7. Red Dead Redemption 2

Red Dead Redemption 2

Image Credit: Rockstar Games

The remote Grizzlies in the far north of Red Dead Redemption 2’s interpretation of the American frontier are stunning in their austerity, and reduced to a peaceful quiet through the general absence of humans. Rambling solo astride a horse or hunkering down to manage your hunting supplies make for perfect opportunities to open up a podcast.

8. Grand Theft Auto Online

Competitive multiplayer games can be much too tricky to play with podcasts on at the same time. But if you’re content to while away the time role-playing as a Californian stuck in a Los Angeles traffic jam, GTA Online is a perfect podcast game.

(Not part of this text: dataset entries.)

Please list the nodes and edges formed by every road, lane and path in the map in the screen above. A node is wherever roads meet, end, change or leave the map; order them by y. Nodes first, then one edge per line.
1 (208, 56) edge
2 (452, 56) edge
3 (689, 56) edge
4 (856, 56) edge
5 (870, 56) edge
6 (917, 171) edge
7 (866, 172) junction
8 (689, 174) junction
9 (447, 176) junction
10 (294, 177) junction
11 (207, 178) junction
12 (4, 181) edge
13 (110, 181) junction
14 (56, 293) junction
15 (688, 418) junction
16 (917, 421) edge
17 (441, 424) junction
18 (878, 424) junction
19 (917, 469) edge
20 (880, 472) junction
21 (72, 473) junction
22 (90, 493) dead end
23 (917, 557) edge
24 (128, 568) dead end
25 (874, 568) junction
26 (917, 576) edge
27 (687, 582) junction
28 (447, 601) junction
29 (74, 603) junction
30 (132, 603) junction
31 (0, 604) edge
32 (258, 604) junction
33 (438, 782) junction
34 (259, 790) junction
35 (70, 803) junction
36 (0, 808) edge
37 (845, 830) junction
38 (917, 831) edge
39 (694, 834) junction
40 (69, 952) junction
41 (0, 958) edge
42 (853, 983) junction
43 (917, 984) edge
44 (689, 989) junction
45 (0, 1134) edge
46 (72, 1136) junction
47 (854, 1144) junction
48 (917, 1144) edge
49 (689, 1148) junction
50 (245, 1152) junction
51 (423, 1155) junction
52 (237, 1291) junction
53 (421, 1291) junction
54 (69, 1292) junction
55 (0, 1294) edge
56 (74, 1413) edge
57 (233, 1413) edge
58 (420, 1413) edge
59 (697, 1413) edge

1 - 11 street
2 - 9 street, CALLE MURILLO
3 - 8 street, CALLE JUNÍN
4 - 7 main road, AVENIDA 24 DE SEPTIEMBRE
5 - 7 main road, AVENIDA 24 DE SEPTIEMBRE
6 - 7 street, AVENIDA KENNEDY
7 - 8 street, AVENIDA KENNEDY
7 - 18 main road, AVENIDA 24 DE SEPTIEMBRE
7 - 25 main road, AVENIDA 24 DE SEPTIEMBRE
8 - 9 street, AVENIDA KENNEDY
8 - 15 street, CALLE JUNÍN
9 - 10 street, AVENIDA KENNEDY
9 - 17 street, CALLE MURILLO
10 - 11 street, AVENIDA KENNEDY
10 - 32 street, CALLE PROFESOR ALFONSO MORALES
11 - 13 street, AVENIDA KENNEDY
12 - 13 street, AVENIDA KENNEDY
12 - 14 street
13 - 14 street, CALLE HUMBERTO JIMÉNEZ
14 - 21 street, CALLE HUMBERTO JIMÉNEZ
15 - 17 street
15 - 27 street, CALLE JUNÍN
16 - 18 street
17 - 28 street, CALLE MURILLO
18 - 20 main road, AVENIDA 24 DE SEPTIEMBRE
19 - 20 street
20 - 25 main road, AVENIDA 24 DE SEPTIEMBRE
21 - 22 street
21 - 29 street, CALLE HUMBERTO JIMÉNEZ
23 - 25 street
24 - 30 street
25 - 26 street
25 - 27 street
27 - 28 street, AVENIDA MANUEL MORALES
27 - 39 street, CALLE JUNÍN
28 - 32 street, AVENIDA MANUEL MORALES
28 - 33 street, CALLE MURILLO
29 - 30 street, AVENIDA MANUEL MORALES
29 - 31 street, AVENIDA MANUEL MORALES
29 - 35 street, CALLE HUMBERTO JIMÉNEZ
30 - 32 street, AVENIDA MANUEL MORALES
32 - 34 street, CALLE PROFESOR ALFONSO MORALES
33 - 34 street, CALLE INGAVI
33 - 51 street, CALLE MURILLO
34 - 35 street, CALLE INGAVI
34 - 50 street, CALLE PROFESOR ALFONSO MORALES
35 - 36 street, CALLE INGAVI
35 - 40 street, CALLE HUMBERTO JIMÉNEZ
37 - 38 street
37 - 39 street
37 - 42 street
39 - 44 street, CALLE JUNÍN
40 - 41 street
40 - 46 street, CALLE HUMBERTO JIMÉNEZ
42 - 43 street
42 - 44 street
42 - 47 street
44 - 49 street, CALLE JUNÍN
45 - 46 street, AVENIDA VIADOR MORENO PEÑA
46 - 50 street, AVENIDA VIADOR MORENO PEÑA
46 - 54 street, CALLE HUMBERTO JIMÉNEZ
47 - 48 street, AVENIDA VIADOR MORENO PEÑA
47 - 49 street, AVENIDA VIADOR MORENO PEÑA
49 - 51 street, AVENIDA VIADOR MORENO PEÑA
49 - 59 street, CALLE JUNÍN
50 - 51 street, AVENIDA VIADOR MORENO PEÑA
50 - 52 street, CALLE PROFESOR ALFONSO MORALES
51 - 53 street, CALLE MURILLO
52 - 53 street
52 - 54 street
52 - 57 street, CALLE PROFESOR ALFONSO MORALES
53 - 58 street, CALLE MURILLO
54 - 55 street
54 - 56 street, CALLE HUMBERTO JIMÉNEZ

Spend a few hours tuned in while touring Rockstar’s Los Santos, and you’ll come across sunny beaches, moody inner-city streets and landmarks ripped directly from Hollywood films.

9. Valheim

It’s easy to lose track of time exploring the procedurally-generated, purgatorial landscape of Valheim. A survival game comparable with Minecraft, it may appear at first as no more than a compelling feedback loop with glossy illumination effects, but it’s a diverting experience. Without friends to collaborate with, there’s inspiration in heaps for your constructions to be found in historical podcasts.

10. Lonely Mountains: Downhill

Lonely Mountains: Downhill

Image Credit: Thunderful Publishing

Games with killer stories can be counterproductive when trying to settle on a good podcast game. What matters more is a sense of place. And few games capture the spirit of adventures outside better than the unassuming Lonely Mountains: Downhill.

It delivers a rewarding sense of progression when played to beat times, but it’s a hugely relaxing game when played simply to reach the finish line. A podcast is perfect for the latter playstyle, though it’s almost a shame to ride over the gorgeous sound production in the game.